采访者: 所有这一切的潜流之一是初创公司之间日益激烈的竞争,尤其是在人工智能领域,这个炒作周期,如果你想这么称呼它的话。 嗯, 事情发展得比任何人预期的都要快得多,并且存在着要表现、要跟上其他所有人的压力。 嗯,最近,不知道你是否看到了,但这很有趣,因为它引起了很多反对声音, Hamont(Taneja)上了 20VC 节目,他们在谈论标准的“三倍、三倍、两倍、两倍”增长模式(Triple Triple Double Double)。 Hemant 说:“不,基于他们在 General Catalyst 看到的情况,我们现在实际上期望的要比这更高。
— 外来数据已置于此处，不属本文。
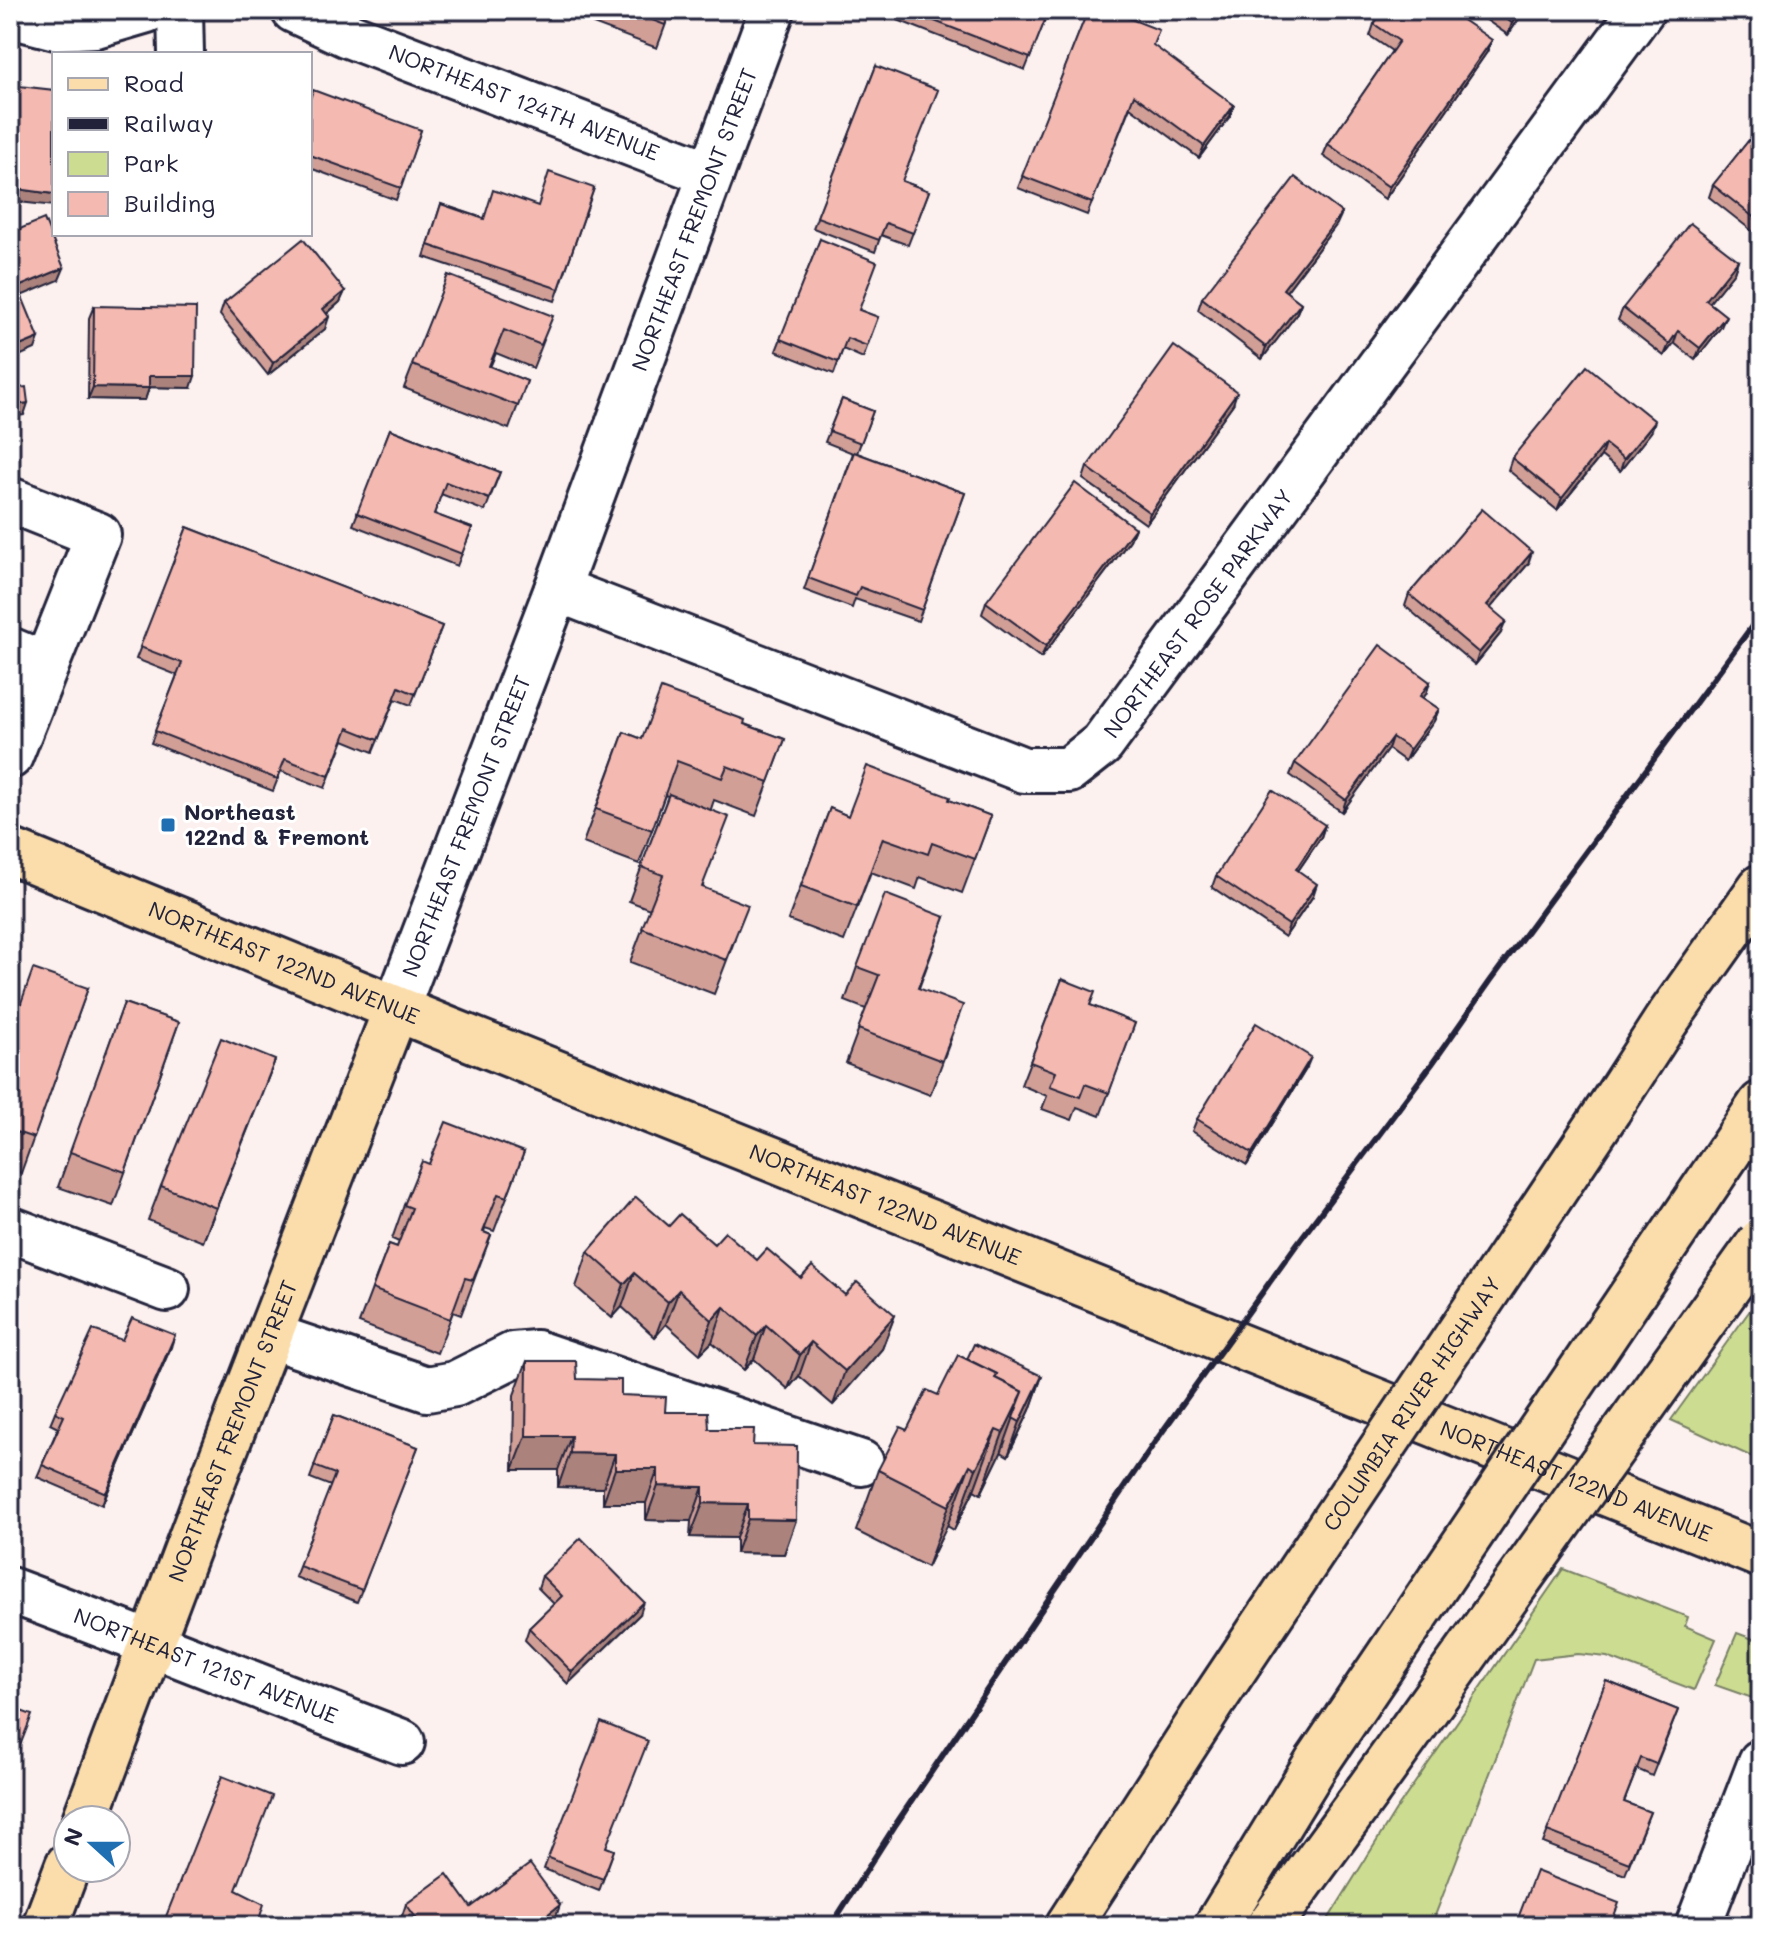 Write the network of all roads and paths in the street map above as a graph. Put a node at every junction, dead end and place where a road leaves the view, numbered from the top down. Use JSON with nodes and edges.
{"nodes":[{"id":1,"x":147,"y":10,"type":"edge"},
{"id":2,"x":180,"y":10,"type":"edge"},
{"id":3,"x":294,"y":10,"type":"edge"},
{"id":4,"x":772,"y":10,"type":"edge"},
{"id":5,"x":1642,"y":10,"type":"edge"},
{"id":6,"x":10,"y":15,"type":"edge"},
{"id":7,"x":181,"y":52,"type":"edge"},
{"id":8,"x":711,"y":174,"type":"junction"},
{"id":9,"x":10,"y":500,"type":"edge"},
{"id":10,"x":557,"y":589,"type":"junction"},
{"id":11,"x":28,"y":658,"type":"edge"},
{"id":12,"x":10,"y":756,"type":"edge"},
{"id":13,"x":10,"y":851,"type":"edge"},
{"id":14,"x":1761,"y":887,"type":"edge"},
{"id":15,"x":396,"y":1009,"type":"junction"},
{"id":16,"x":1761,"y":1104,"type":"edge"},
{"id":17,"x":10,"y":1229,"type":"edge"},
{"id":18,"x":1761,"y":1241,"type":"edge"},
{"id":19,"x":167,"y":1289,"type":"dead end"},
{"id":20,"x":271,"y":1336,"type":"junction"},
{"id":21,"x":861,"y":1463,"type":"dead end"},
{"id":22,"x":1761,"y":1555,"type":"edge"},
{"id":23,"x":10,"y":1590,"type":"edge"},
{"id":24,"x":152,"y":1642,"type":"junction"},
{"id":25,"x":402,"y":1742,"type":"dead end"},
{"id":26,"x":1761,"y":1762,"type":"edge"},
{"id":27,"x":91,"y":1804,"type":"edge"},
{"id":28,"x":61,"y":1884,"type":"edge"},
{"id":29,"x":45,"y":1926,"type":"edge"},
{"id":30,"x":1068,"y":1926,"type":"edge"},
{"id":31,"x":1217,"y":1926,"type":"edge"},
{"id":32,"x":1269,"y":1926,"type":"edge"},
{"id":33,"x":1698,"y":1926,"type":"edge"}],
"edges":[{"from":1,"to":6,"type":"street"},
{"from":2,"to":7,"type":"street"},
{"from":3,"to":8,"type":"street","name":"NORTHEAST 124TH AVENUE"},
{"from":4,"to":8,"type":"street","name":"NORTHEAST FREMONT STREET"},
{"from":5,"to":10,"type":"street","name":"NORTHEAST ROSE PARKWAY"},
{"from":8,"to":10,"type":"street","name":"NORTHEAST FREMONT STREET"},
{"from":9,"to":11,"type":"street"},
{"from":10,"to":15,"type":"street","name":"NORTHEAST FREMONT STREET"},
{"from":11,"to":12,"type":"street"},
{"from":13,"to":15,"type":"main road","name":"NORTHEAST 122ND AVENUE"},
{"from":14,"to":30,"type":"main road","name":"COLUMBIA RIVER HIGHWAY","bridge":true},
{"from":15,"to":20,"type":"main road","name":"NORTHEAST FREMONT STREET"},
{"from":15,"to":22,"type":"main road","name":"NORTHEAST 122ND AVENUE"},
{"from":16,"to":31,"type":"main road","bridge":true},
{"from":17,"to":19,"type":"street"},
{"from":18,"to":32,"type":"main road","bridge":true},
{"from":20,"to":21,"type":"street"},
{"from":20,"to":24,"type":"main road","name":"NORTHEAST FREMONT STREET"},
{"from":23,"to":24,"type":"street","name":"NORTHEAST 121ST AVENUE"},
{"from":24,"to":25,"type":"street","name":"NORTHEAST 121ST AVENUE"},
{"from":24,"to":27,"type":"main road","name":"NORTHEAST FREMONT STREET"},
{"from":26,"to":33,"type":"street"},
{"from":28,"to":29,"type":"main road"}]} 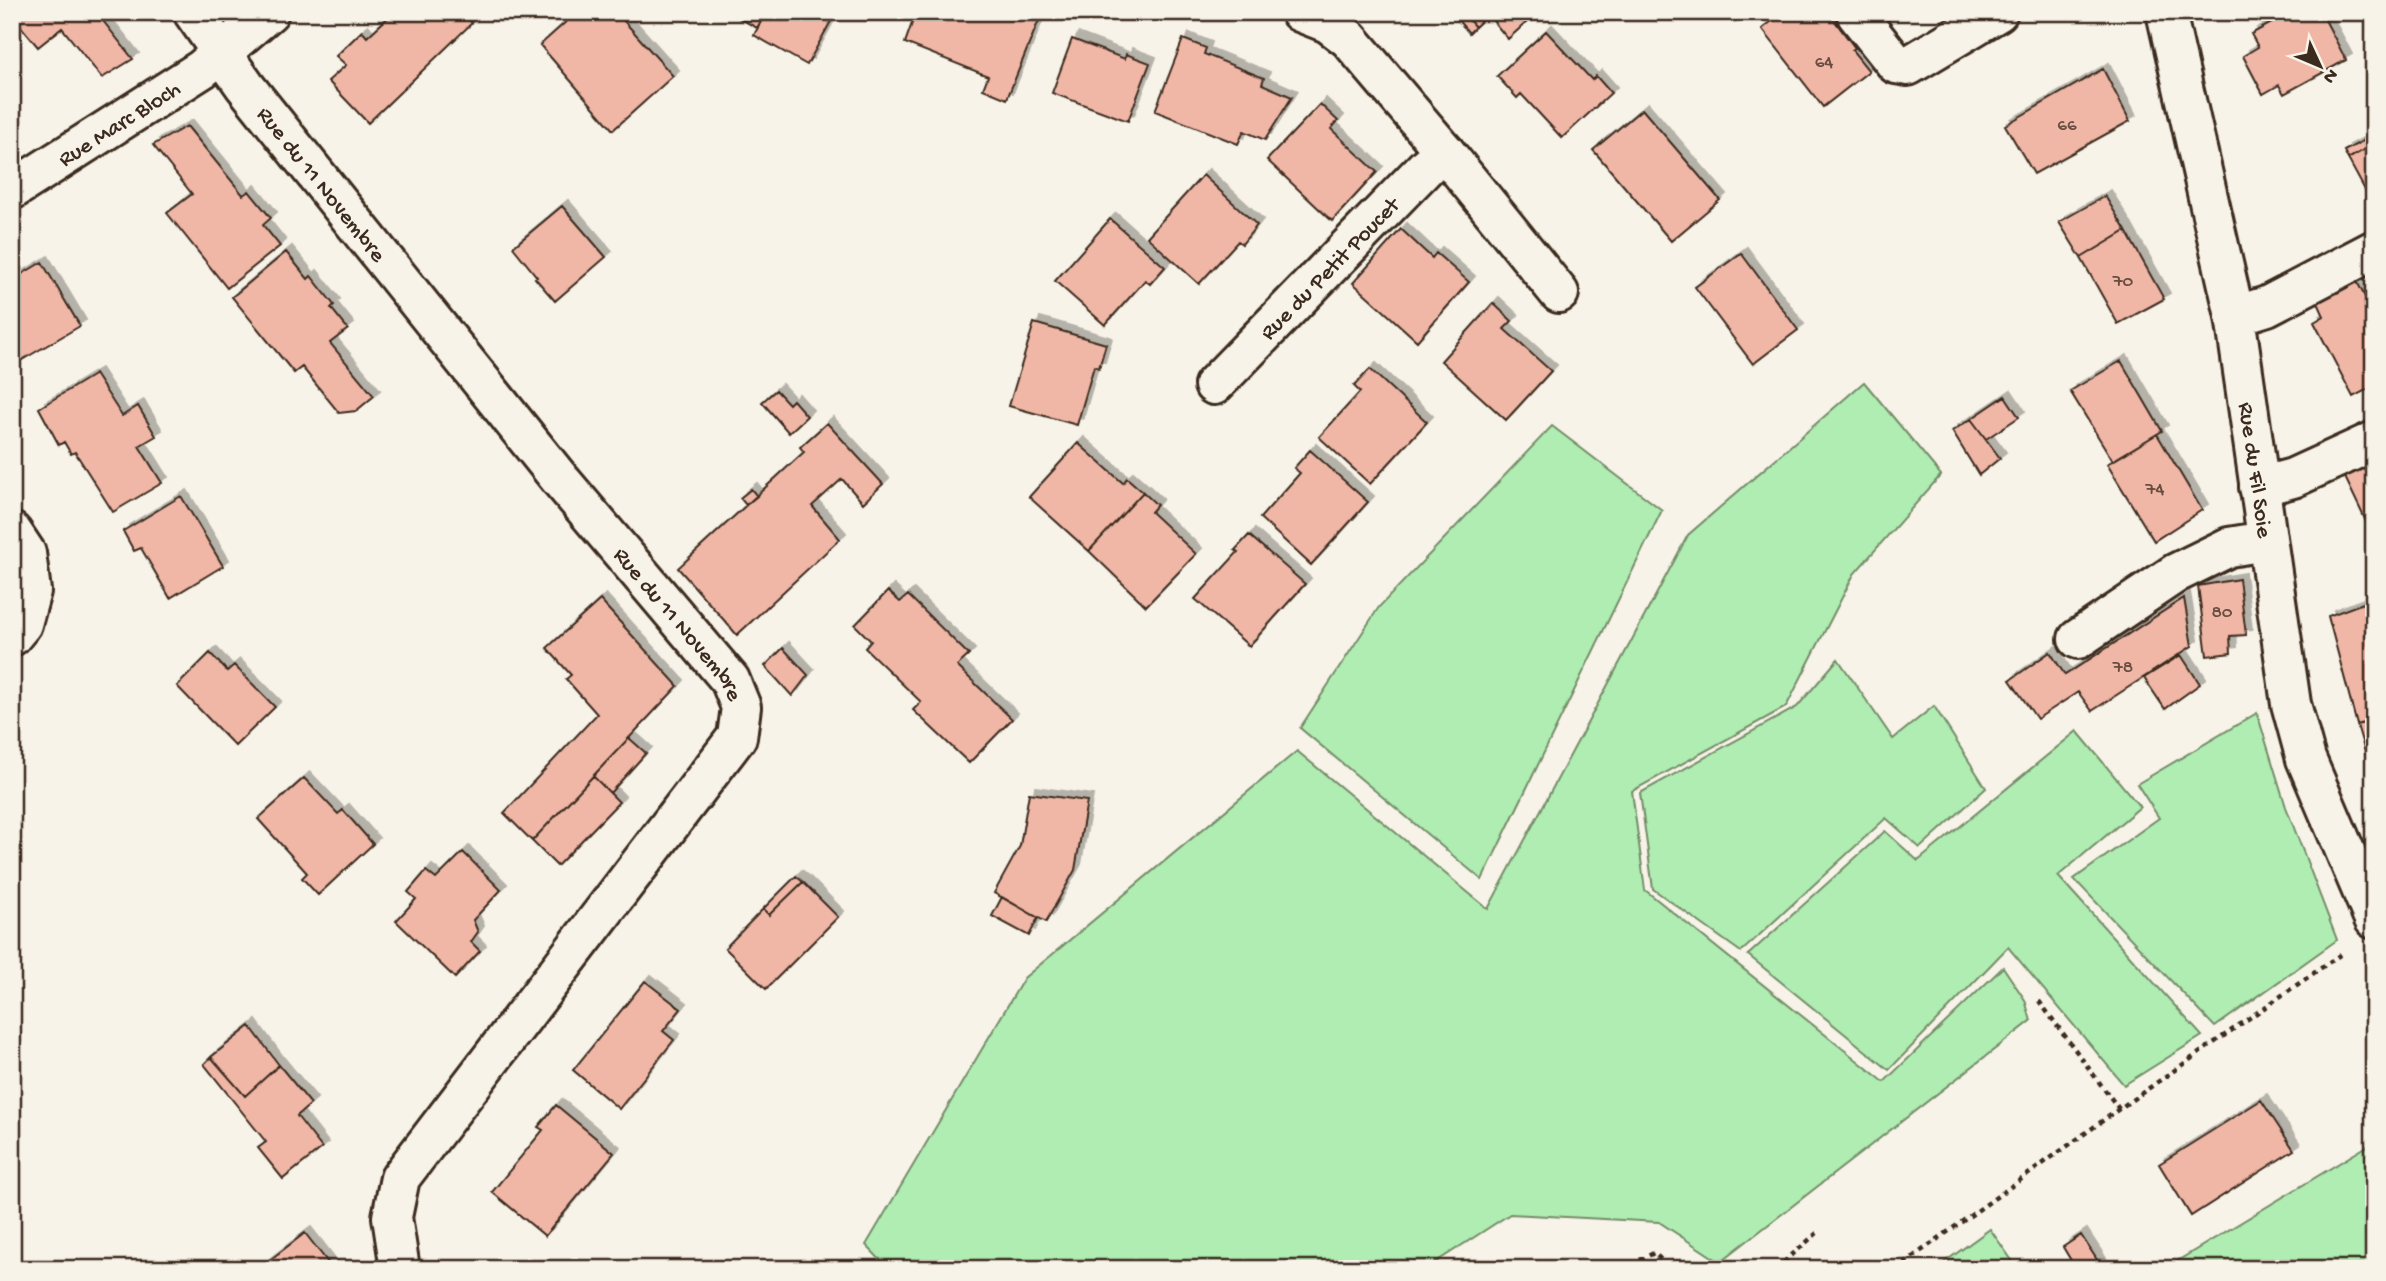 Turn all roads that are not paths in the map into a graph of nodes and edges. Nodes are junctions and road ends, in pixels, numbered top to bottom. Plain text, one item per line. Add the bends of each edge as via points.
1 (193, 12) edge
2 (269, 12) edge
3 (1300, 12) edge
4 (1998, 12) edge
5 (2166, 12) edge
6 (1857, 15) dead end
7 (222, 54) junction
8 (1445, 152) junction
9 (12, 190) edge
10 (2374, 250) edge
11 (1559, 293) dead end
12 (2235, 316) junction
13 (1214, 385) dead end
14 (2374, 441) edge
15 (2259, 487) junction
16 (12, 532) edge
17 (2266, 541) junction
18 (12, 636) edge
19 (2078, 639) dead end
20 (2363, 933) edge
21 (400, 1269) edge

1 - 7 street, Rue du 11 Novembre
2 - 7 street, Rue Marc Bloch
3 - 8 street via 1328,23 1349,39
4 - 6 street via 1908,66 1896,64
5 - 12 street, Rue du Fil Soie
7 - 9 street, Rue Marc Bloch
7 - 21 street, Rue du 11 Novembre via 558,477 730,680 741,707 737,737 400,1178 392,1217
8 - 11 street
8 - 13 street, Rue du Petit Poucet
10 - 12 street via 2267,306
12 - 15 street, Rue du Fil Soie
14 - 15 street via 2293,478
15 - 17 street, Rue du Fil Soie
16 - 18 street via 26,553 31,591 22,624
17 - 19 street via 2229,547 2176,573
17 - 20 street, Rue du Fil Soie via 2291,704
” 在 Twitter 上,创始人们不喜欢听到这个,其他人也不喜欢听到这个。 我猜想根据你早些时候提到的,你也不喜欢听到这个。 你宁愿要可持续的、高质量的增长,而不是嗯非常非常快速的增长。 但你认为这对我们现在所处的科技周期整体背景意味着什么?公司感到压力要尽可能快地增长, 然后还有这些非常非常大的风险投资公司现在也期待着这一点?

Alfred Lin: 让我把你问题的嗯两个部分分开来说,因为我认为这是一个非常非常重要的问题。 在科技领域,我们生活在一个加速变化的世界里。 今天事物发展的速度比 10 年前更快。 10 年前,事物发展的速度又比再往前 10 年更快。 这部分意味着今天的创始人比十年前的创始人面临更艰巨的工作。 这就是进步的代价。 所以,我们确实对这一代人期望更高,这是有一定道理的。 顺便问一下,为什么? 嗯,10 年前,我们没有所有这些客户都在移动设备上,在每一个设备上, 连接到世界各地的宽带。 你今天接触客户的能力比 10 年前或再往前 10 年要容易得多。 我刚开始工作的时候,嗯,我还在初中和高中组装个人电脑和计算机,因为兼容 IBM 的个人电脑很贵, 所以人们想买兼容机,你就把它们组装起来。 今天你不需要那样做了。 你买的是全套服务。 哦不,你甚至不需要把服务器装进机架了。 你只需登录 AWS 或 GCP 或 Azure,然后配置一台服务器就行了。 所以,你也不再需要用基础模型来设置它了, 它们都捆绑好了。 因此,今天的事情在某些方面确实容易多了, 这意味着在其他方面也困难得多。 而且要脱颖而出也困难得多,因为一旦你发布产品并取得任何成功,就会有 15 个竞争对手出现。 15 年前也是如此,但现在情况更糟。 DoorDash 推出时,有很多竞争对手。 但今天,你知道,如果你创办一家人工智能公司,并且它取得了一些成功的迹象,就会有很多竞争对手出现。 同时,我认为将营收作为衡量标准是嗯一种懒惰的看待问题的方式。 你必须关注潜在的指标。 不要忘记,随着时间的推移,世界上一些最优秀的公司在实现营收之前也花了很多时间来建设。 部分原因是为了达到功能对等 (feature parity)。 Figma 最近刚刚上市。 他们花了很长时间才在功能上与 Photoshop 达到同等水平,但它是协作式的。 这显然将是下一代设计师协作的方式。 你可以在网络上完成,嗯,而不是像以前那样走到设计师的电脑前看他们设计了什么。 嗯,但与此同时,构建产品和产品覆盖面也需要时间, 所以衡量标准嗯应该关注公司的发展速度,嗯而不仅仅是营收增长。